- _REQUIREMENT_
Please check every line of the listing for "image" and copy each line where it is found.

*** Opening of RECORD EXTRACTS ***

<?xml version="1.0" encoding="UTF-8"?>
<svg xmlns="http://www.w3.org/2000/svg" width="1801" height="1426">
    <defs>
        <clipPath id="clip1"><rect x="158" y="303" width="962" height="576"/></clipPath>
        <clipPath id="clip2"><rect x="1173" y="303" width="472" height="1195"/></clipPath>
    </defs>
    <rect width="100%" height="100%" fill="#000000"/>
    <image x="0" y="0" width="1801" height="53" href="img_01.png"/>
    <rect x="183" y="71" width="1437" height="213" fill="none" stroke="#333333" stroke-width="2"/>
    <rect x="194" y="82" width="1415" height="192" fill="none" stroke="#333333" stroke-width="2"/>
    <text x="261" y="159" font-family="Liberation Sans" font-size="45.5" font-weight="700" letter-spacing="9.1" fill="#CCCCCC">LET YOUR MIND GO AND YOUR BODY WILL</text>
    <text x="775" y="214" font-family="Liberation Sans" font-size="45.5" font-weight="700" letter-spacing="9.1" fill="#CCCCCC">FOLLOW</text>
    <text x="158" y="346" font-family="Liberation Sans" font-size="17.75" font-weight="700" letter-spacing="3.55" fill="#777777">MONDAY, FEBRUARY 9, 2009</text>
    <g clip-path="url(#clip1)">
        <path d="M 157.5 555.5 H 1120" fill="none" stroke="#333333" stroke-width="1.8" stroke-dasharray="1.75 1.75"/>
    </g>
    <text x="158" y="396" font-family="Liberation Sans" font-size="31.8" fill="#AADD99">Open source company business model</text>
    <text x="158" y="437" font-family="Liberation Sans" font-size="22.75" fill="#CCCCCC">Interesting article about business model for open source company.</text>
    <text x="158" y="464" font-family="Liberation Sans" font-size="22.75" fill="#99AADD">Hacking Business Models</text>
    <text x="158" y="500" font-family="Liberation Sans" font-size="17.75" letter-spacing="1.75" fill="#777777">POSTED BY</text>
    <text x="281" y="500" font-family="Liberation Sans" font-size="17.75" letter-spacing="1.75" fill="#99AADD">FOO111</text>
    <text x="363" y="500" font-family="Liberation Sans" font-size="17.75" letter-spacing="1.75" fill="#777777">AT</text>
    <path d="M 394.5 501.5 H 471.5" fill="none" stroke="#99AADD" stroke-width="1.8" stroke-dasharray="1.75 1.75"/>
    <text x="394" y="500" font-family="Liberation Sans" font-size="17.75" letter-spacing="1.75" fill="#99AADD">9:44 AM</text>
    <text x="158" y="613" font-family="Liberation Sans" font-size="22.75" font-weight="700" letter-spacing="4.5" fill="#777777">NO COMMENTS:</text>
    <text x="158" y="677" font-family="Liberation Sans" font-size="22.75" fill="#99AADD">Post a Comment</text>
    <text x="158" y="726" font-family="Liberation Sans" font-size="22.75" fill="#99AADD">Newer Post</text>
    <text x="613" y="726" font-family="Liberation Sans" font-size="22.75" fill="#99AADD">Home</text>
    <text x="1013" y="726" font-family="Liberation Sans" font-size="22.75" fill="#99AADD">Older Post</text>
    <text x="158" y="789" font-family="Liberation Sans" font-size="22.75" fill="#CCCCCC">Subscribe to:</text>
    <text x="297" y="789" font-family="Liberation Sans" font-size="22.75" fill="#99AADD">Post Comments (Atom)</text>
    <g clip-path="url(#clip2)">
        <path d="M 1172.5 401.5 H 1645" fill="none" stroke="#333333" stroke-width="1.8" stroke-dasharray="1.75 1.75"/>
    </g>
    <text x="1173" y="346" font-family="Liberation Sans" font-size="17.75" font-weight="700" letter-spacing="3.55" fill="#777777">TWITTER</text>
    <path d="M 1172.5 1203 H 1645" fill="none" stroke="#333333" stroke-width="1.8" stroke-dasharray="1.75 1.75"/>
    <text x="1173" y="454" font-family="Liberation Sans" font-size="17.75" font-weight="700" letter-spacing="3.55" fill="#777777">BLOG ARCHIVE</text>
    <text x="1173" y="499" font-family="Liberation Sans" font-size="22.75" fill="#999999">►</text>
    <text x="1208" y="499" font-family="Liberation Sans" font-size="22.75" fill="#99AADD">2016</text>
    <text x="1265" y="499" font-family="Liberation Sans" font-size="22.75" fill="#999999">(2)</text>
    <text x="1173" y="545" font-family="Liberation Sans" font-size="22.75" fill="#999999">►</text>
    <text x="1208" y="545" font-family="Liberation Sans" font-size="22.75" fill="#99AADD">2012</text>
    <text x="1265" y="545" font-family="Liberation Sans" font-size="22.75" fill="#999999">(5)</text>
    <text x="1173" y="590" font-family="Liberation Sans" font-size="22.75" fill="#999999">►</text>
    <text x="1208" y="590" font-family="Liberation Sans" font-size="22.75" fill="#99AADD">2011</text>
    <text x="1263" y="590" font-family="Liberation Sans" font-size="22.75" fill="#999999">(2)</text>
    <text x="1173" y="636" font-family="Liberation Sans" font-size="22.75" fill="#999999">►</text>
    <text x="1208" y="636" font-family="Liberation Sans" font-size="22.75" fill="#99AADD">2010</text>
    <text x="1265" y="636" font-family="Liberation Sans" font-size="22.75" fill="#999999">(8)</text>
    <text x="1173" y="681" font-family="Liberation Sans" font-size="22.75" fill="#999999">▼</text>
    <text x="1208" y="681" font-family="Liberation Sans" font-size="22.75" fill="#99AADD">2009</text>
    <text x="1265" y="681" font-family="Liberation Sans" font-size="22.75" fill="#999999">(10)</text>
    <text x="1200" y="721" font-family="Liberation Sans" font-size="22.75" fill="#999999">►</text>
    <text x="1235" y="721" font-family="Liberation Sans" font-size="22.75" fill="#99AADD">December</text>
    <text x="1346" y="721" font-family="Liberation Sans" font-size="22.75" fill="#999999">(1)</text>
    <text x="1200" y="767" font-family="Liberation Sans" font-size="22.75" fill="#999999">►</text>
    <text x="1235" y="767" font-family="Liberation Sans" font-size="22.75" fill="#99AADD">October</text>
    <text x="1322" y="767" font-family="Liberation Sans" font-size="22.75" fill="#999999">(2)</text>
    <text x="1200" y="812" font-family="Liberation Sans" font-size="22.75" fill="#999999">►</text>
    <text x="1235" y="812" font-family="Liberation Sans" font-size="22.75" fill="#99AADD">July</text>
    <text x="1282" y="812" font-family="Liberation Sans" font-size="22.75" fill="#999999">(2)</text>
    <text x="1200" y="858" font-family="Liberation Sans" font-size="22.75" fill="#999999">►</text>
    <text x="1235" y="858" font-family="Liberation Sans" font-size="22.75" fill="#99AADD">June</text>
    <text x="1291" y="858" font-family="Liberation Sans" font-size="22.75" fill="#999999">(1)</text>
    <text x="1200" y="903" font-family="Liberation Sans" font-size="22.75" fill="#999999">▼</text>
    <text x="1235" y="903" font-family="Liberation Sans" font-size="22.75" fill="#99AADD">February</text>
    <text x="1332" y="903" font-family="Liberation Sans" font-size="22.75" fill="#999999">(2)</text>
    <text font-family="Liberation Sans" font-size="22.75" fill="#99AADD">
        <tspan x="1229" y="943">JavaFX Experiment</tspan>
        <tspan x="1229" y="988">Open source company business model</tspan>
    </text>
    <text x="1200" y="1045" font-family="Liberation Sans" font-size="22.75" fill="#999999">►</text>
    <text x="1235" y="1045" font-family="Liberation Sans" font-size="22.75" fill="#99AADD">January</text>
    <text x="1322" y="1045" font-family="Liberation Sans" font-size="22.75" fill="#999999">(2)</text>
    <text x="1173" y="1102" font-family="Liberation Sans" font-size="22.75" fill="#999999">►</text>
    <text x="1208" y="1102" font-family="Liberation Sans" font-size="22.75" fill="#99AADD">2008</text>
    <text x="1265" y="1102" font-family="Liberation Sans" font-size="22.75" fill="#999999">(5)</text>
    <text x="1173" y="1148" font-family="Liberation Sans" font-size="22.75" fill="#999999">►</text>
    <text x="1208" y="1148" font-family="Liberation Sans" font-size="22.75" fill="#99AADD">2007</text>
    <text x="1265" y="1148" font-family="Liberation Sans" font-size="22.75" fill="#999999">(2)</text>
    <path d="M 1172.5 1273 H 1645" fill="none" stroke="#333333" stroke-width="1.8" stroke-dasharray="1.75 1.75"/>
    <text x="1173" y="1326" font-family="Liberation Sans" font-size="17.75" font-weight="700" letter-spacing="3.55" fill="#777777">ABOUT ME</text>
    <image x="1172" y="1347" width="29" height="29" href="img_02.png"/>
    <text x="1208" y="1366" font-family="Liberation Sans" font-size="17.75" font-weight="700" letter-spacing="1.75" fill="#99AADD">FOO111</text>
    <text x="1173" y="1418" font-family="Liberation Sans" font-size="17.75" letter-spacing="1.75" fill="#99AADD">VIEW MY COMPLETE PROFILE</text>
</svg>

*** Close of RECORD EXTRACTS ***

- _OUTPUT FOR THIS EXERCISE_
    <image x="0" y="0" width="1801" height="53" href="img_01.png"/>
    <image x="1172" y="1347" width="29" height="29" href="img_02.png"/>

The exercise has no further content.